VICTOR LEVIN: It was written as a spec script by me in 2007. I showed it to my agent, Adriana Alberghetti, at WME. She said, “I know who should produce this.” She introduced me to Julie Lynn. Julie read it. She said she wanted to do it, and we began the process of trying to get actors attached, which can take some time. A couple of years thereafter, as the process was unfolding, Julie partnered up with Bonnie Curtis in Mockingbird Pictures. And then, it was Julie, Bonnie and me, a sort of three-headed monster, trying to find out actors. These people have to be perfect for the part, but they also have to be muscular enough in terms of box office to interest your investors. So, it can be a fairly time consuming process.

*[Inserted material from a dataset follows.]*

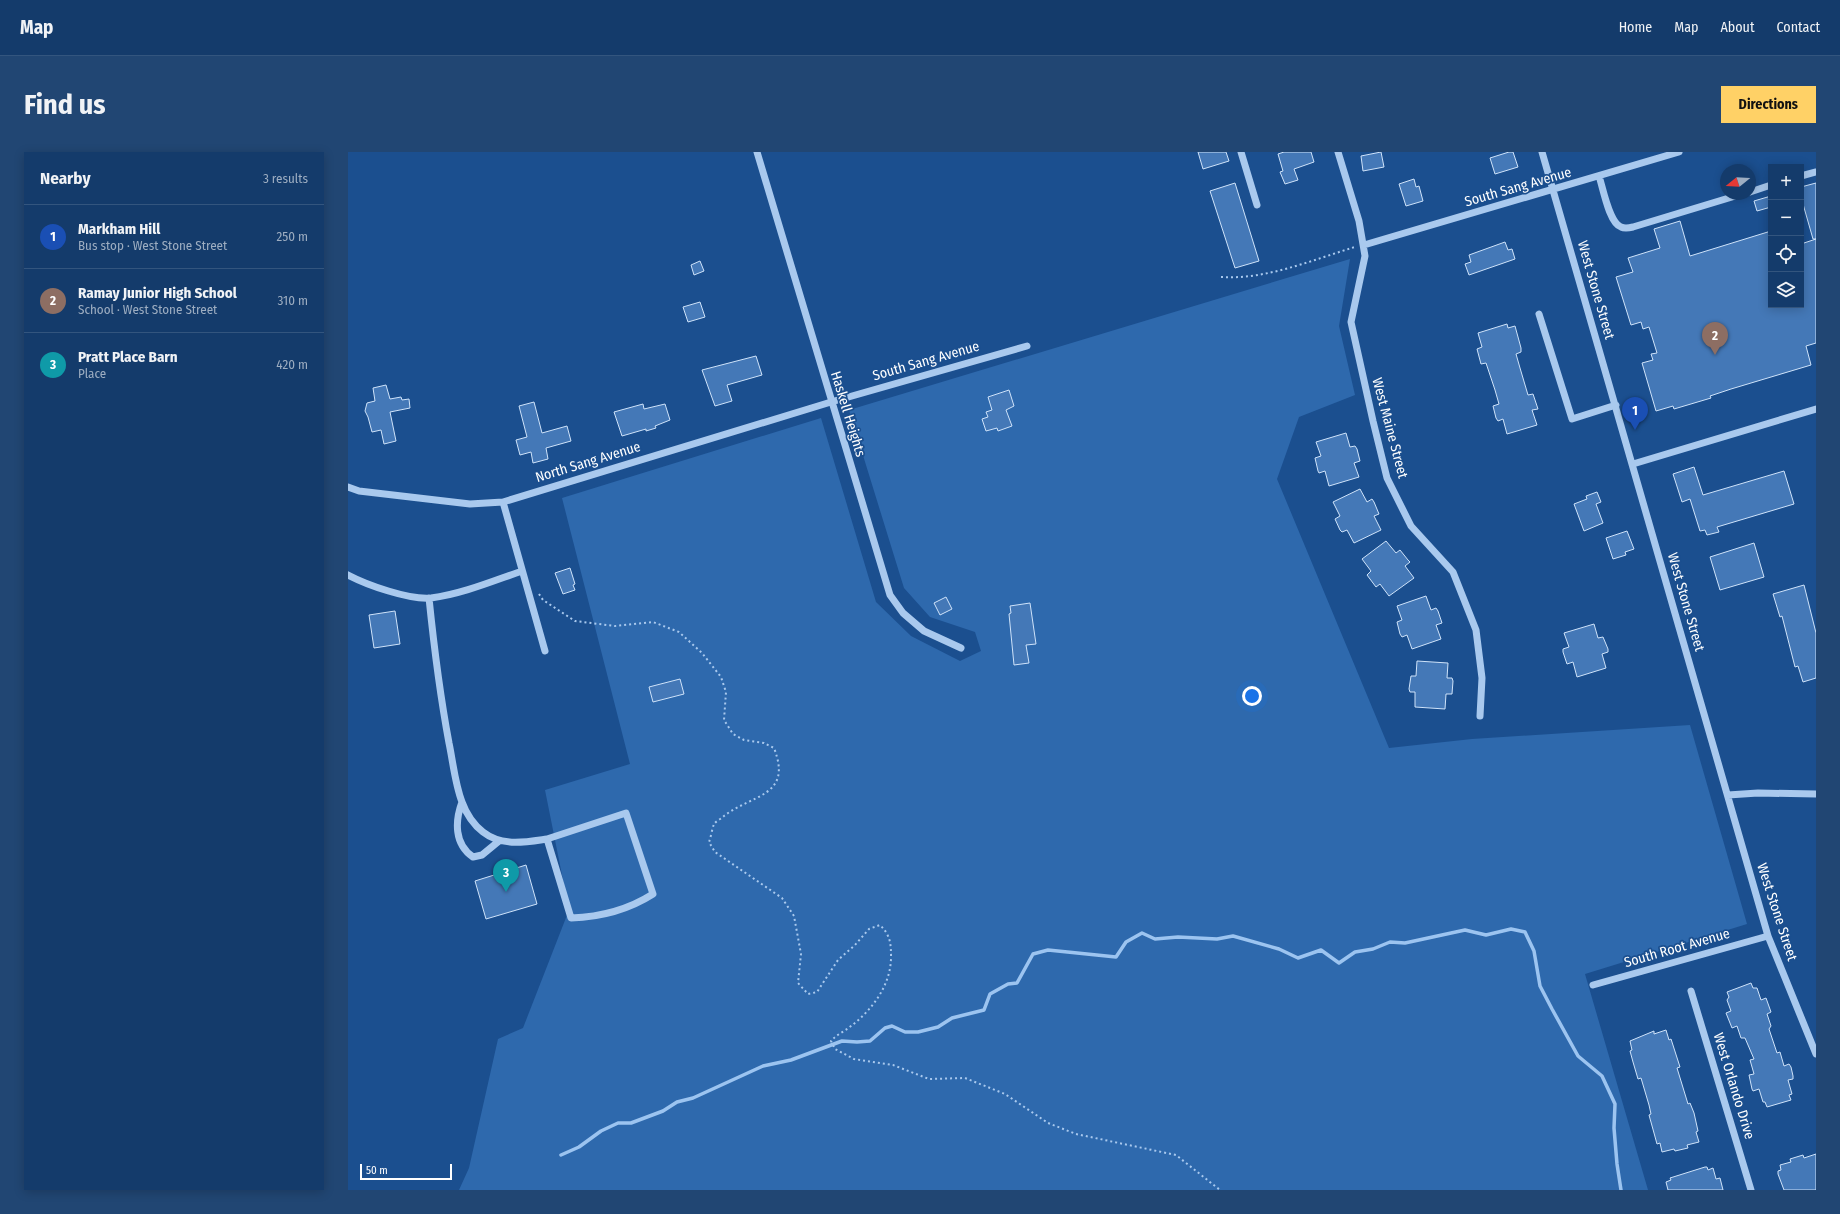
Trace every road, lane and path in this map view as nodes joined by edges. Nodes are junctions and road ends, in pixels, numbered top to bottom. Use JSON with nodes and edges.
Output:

What was it about this story that made you want to direct it as your first feature?

LEVIN: It’s a romance, but there are a lot of things that are also hopefully very funny, so it’s a delicate balance. It has one foot in each camp, and it’s fragile for that reason. It really depends on nuances of execution. I wanted to be responsible for that, for making sure that balance was struck.

Was this a passion project you had always wanted to direct?

LEVIN: Yes. There was never any thought other than that I would direct it. I said at the time, “If I can’t direct it, then it just won’t be made.”

This is not a romantic comedy in a traditional sense. How hard was it to get a script with this kind of premise to the place to make it all happen?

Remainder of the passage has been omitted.